## WHAT TO WORK ON
Copy the records below in full, changing no character.

## RECORD SET
-.-.-

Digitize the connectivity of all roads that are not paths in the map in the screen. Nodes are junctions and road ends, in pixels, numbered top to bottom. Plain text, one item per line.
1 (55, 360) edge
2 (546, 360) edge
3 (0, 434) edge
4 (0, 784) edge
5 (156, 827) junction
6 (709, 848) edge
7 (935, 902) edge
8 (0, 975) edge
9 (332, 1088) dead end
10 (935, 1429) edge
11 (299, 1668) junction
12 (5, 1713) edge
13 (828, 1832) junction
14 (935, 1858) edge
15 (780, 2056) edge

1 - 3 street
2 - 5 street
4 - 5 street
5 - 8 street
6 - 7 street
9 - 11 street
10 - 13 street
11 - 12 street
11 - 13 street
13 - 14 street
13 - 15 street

-.-.-

## WORKED SOLUTION
Digitize the connectivity of all roads that are not paths in the map in the screen. Nodes are junctions and road ends, in pixels, numbered top to bottom. Plain text, one item per line.
1 (55, 360) edge
2 (546, 360) edge
3 (0, 434) edge
4 (0, 784) edge
5 (156, 827) junction
6 (709, 848) edge
7 (935, 902) edge
8 (0, 975) edge
9 (332, 1088) dead end
10 (935, 1429) edge
11 (299, 1668) junction
12 (5, 1713) edge
13 (828, 1832) junction
14 (935, 1858) edge
15 (780, 2056) edge

1 - 3 street
2 - 5 street
4 - 5 street
5 - 8 street
6 - 7 street
9 - 11 street
10 - 13 street
11 - 12 street
11 - 13 street
13 - 14 street
13 - 15 street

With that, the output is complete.